My father kept the line going for two years, through summer and winter, and when he was not at the cabin someone from the village made the final leg across the border; Franz once or twice, and Jon’s mother when she could get away, but there was considerable danger involved, for everyone in the district knew each other and each other’s routines, and anything out of the norm was observed and taken down for later use in the log book we keep of each other’s lives. But then he came back, and those who were supposed to be ignorant of the traffic still were. Myself, among others, and my mother and my sister. Sometimes he fetched the ‘mail’ himself straight off the bus, or from the shop both before and after closing time, at other times it was Jon’s mother who picked it up and took it with her when she rowed up the river with food that Barkald often asked her to cook, because the handyman must be fed or so it had to appear, as if he could not cope with a cooking stove on his own but had to have a woman’s assistance.
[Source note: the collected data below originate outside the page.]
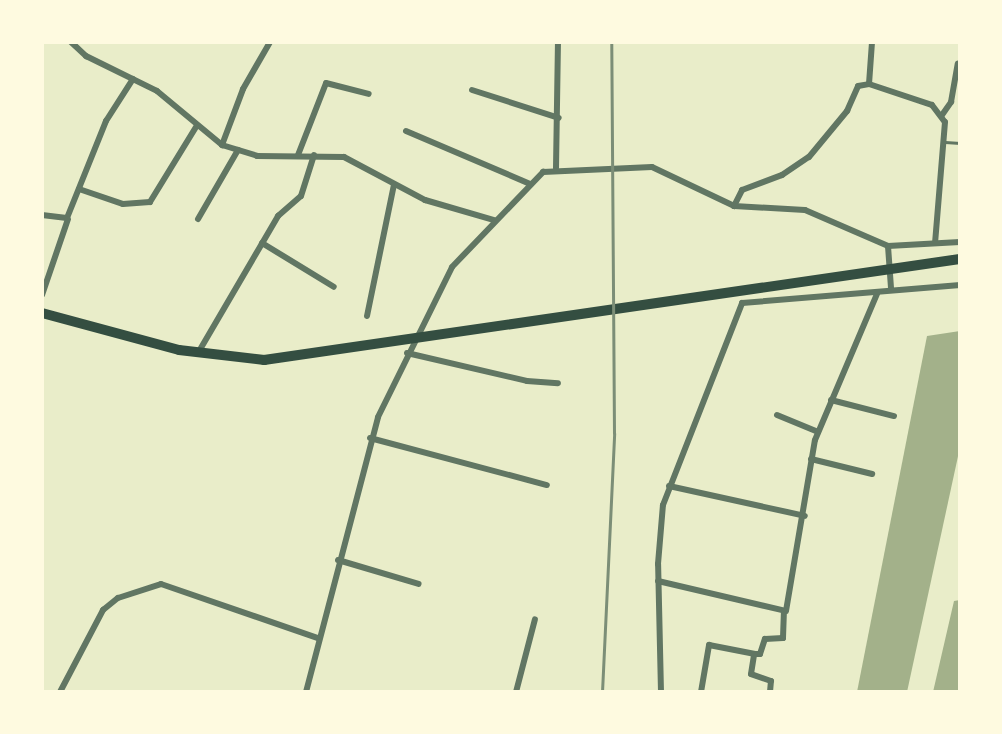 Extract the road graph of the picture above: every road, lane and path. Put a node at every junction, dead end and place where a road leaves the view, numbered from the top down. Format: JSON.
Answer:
{"nodes":[{"id":1,"x":71,"y":42,"type":"edge"},
{"id":2,"x":270,"y":42,"type":"edge"},
{"id":3,"x":558,"y":42,"type":"edge"},
{"id":4,"x":872,"y":42,"type":"edge"},
{"id":5,"x":958,"y":64,"type":"dead end"},
{"id":6,"x":133,"y":79,"type":"junction"},
{"id":7,"x":869,"y":84,"type":"junction"},
{"id":8,"x":472,"y":90,"type":"dead end"},
{"id":9,"x":369,"y":94,"type":"dead end"},
{"id":10,"x":942,"y":115,"type":"junction"},
{"id":11,"x":559,"y":118,"type":"junction"},
{"id":12,"x":196,"y":127,"type":"junction"},
{"id":13,"x":406,"y":131,"type":"dead end"},
{"id":14,"x":945,"y":142,"type":"junction"},
{"id":15,"x":960,"y":143,"type":"edge"},
{"id":16,"x":222,"y":145,"type":"junction"},
{"id":17,"x":238,"y":150,"type":"junction"},
{"id":18,"x":298,"y":155,"type":"junction"},
{"id":19,"x":314,"y":155,"type":"junction"},
{"id":20,"x":556,"y":168,"type":"junction"},
{"id":21,"x":530,"y":184,"type":"junction"},
{"id":22,"x":394,"y":185,"type":"junction"},
{"id":23,"x":79,"y":189,"type":"junction"},
{"id":24,"x":734,"y":206,"type":"junction"},
{"id":25,"x":70,"y":213,"type":"junction"},
{"id":26,"x":42,"y":215,"type":"edge"},
{"id":27,"x":198,"y":219,"type":"dead end"},
{"id":28,"x":494,"y":220,"type":"junction"},
{"id":29,"x":960,"y":242,"type":"edge"},
{"id":30,"x":262,"y":243,"type":"junction"},
{"id":31,"x":935,"y":243,"type":"junction"},
{"id":32,"x":888,"y":246,"type":"junction"},
{"id":33,"x":960,"y":259,"type":"edge"},
{"id":34,"x":960,"y":285,"type":"edge"},
{"id":35,"x":334,"y":287,"type":"dead end"},
{"id":36,"x":891,"y":288,"type":"junction"},
{"id":37,"x":877,"y":294,"type":"junction"},
{"id":38,"x":42,"y":295,"type":"edge"},
{"id":39,"x":42,"y":313,"type":"edge"},
{"id":40,"x":367,"y":316,"type":"dead end"},
{"id":41,"x":198,"y":353,"type":"junction"},
{"id":42,"x":407,"y":353,"type":"junction"},
{"id":43,"x":558,"y":383,"type":"dead end"},
{"id":44,"x":831,"y":400,"type":"junction"},
{"id":45,"x":777,"y":415,"type":"dead end"},
{"id":46,"x":894,"y":416,"type":"dead end"},
{"id":47,"x":818,"y":432,"type":"junction"},
{"id":48,"x":370,"y":438,"type":"junction"},
{"id":49,"x":811,"y":459,"type":"junction"},
{"id":50,"x":872,"y":474,"type":"dead end"},
{"id":51,"x":547,"y":485,"type":"dead end"},
{"id":52,"x":669,"y":486,"type":"junction"},
{"id":53,"x":805,"y":516,"type":"junction"},
{"id":54,"x":338,"y":560,"type":"junction"},
{"id":55,"x":658,"y":581,"type":"junction"},
{"id":56,"x":419,"y":584,"type":"dead end"},
{"id":57,"x":784,"y":611,"type":"junction"},
{"id":58,"x":535,"y":619,"type":"dead end"},
{"id":59,"x":318,"y":638,"type":"junction"},
{"id":60,"x":755,"y":654,"type":"junction"},
{"id":61,"x":60,"y":692,"type":"edge"},
{"id":62,"x":306,"y":692,"type":"edge"},
{"id":63,"x":516,"y":692,"type":"edge"},
{"id":64,"x":661,"y":692,"type":"edge"},
{"id":65,"x":701,"y":692,"type":"edge"},
{"id":66,"x":770,"y":692,"type":"edge"}],
"edges":[{"from":1,"to":6,"type":"street"},
{"from":2,"to":16,"type":"street"},
{"from":3,"to":11,"type":"street"},
{"from":4,"to":7,"type":"street"},
{"from":5,"to":10,"type":"street"},
{"from":6,"to":12,"type":"street"},
{"from":6,"to":23,"type":"street"},
{"from":7,"to":10,"type":"street"},
{"from":7,"to":24,"type":"street"},
{"from":8,"to":11,"type":"street"},
{"from":9,"to":18,"type":"street"},
{"from":10,"to":14,"type":"street"},
{"from":11,"to":20,"type":"street"},
{"from":12,"to":16,"type":"street"},
{"from":12,"to":23,"type":"street"},
{"from":13,"to":21,"type":"street"},
{"from":14,"to":15,"type":"lane"},
{"from":14,"to":31,"type":"street"},
{"from":16,"to":17,"type":"street"},
{"from":17,"to":18,"type":"street"},
{"from":17,"to":27,"type":"street"},
{"from":18,"to":19,"type":"street"},
{"from":19,"to":22,"type":"street"},
{"from":19,"to":30,"type":"street"},
{"from":20,"to":21,"type":"street"},
{"from":20,"to":24,"type":"street"},
{"from":21,"to":28,"type":"street"},
{"from":22,"to":28,"type":"street"},
{"from":22,"to":40,"type":"street"},
{"from":23,"to":25,"type":"street"},
{"from":24,"to":32,"type":"street"},
{"from":25,"to":26,"type":"street"},
{"from":25,"to":38,"type":"street"},
{"from":28,"to":42,"type":"street"},
{"from":29,"to":31,"type":"street"},
{"from":30,"to":35,"type":"street"},
{"from":30,"to":41,"type":"street"},
{"from":31,"to":32,"type":"street"},
{"from":32,"to":36,"type":"street"},
{"from":33,"to":41,"type":"highway"},
{"from":34,"to":36,"type":"street"},
{"from":36,"to":37,"type":"street"},
{"from":37,"to":44,"type":"street"},
{"from":37,"to":52,"type":"street"},
{"from":39,"to":41,"type":"highway"},
{"from":42,"to":43,"type":"street"},
{"from":42,"to":48,"type":"street"},
{"from":44,"to":46,"type":"street"},
{"from":44,"to":47,"type":"street"},
{"from":45,"to":47,"type":"street"},
{"from":47,"to":49,"type":"street"},
{"from":48,"to":51,"type":"street"},
{"from":48,"to":54,"type":"street"},
{"from":49,"to":50,"type":"street"},
{"from":49,"to":53,"type":"street"},
{"from":52,"to":53,"type":"street"},
{"from":52,"to":55,"type":"street"},
{"from":53,"to":57,"type":"street"},
{"from":54,"to":56,"type":"street"},
{"from":54,"to":59,"type":"street"},
{"from":55,"to":57,"type":"street"},
{"from":55,"to":64,"type":"street"},
{"from":57,"to":60,"type":"street"},
{"from":58,"to":63,"type":"street"},
{"from":59,"to":61,"type":"street"},
{"from":59,"to":62,"type":"street"},
{"from":60,"to":65,"type":"street"},
{"from":60,"to":66,"type":"street"}]} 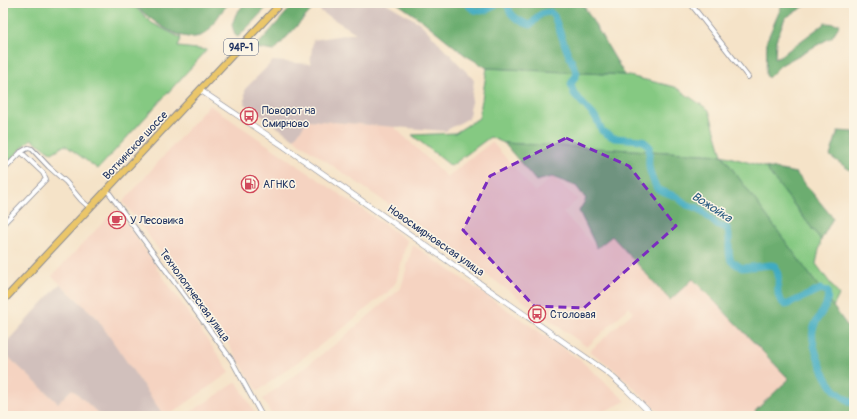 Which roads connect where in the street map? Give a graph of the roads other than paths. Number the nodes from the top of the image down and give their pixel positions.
1 (282, 3) edge
2 (690, 3) edge
3 (748, 77) dead end
4 (200, 90) junction
5 (21, 152) junction
6 (3, 171) edge
7 (107, 190) junction
8 (90, 208) junction
9 (3, 224) edge
10 (3, 301) edge
11 (262, 416) edge
12 (653, 416) edge

1 - 4 main road, Воткинское шоссе / 94Р-1
2 - 3 street
4 - 7 main road, Воткинское шоссе
4 - 12 street, Новосмирновская улица
5 - 6 street
5 - 8 street
5 - 9 street
7 - 8 main road, Воткинское шоссе
7 - 11 street, Технологическая улица
8 - 10 main road, Воткинское шоссе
It was a bit strange, I thought, that he would need help with that, when he could turn his hand to most things. He was really just as good a cook as my mother, when the need arose, I knew that, I had seen it and tasted it numerous times, only he was slightly lazier over that sort of thing, so when he and I were on our own we ate what we called ‘simple country food’. Fried eggs, most often. I had nothing against that. When it was my mother in the kitchen we were served what she called ‘proper meals’. When we had money, that is. It was not always so.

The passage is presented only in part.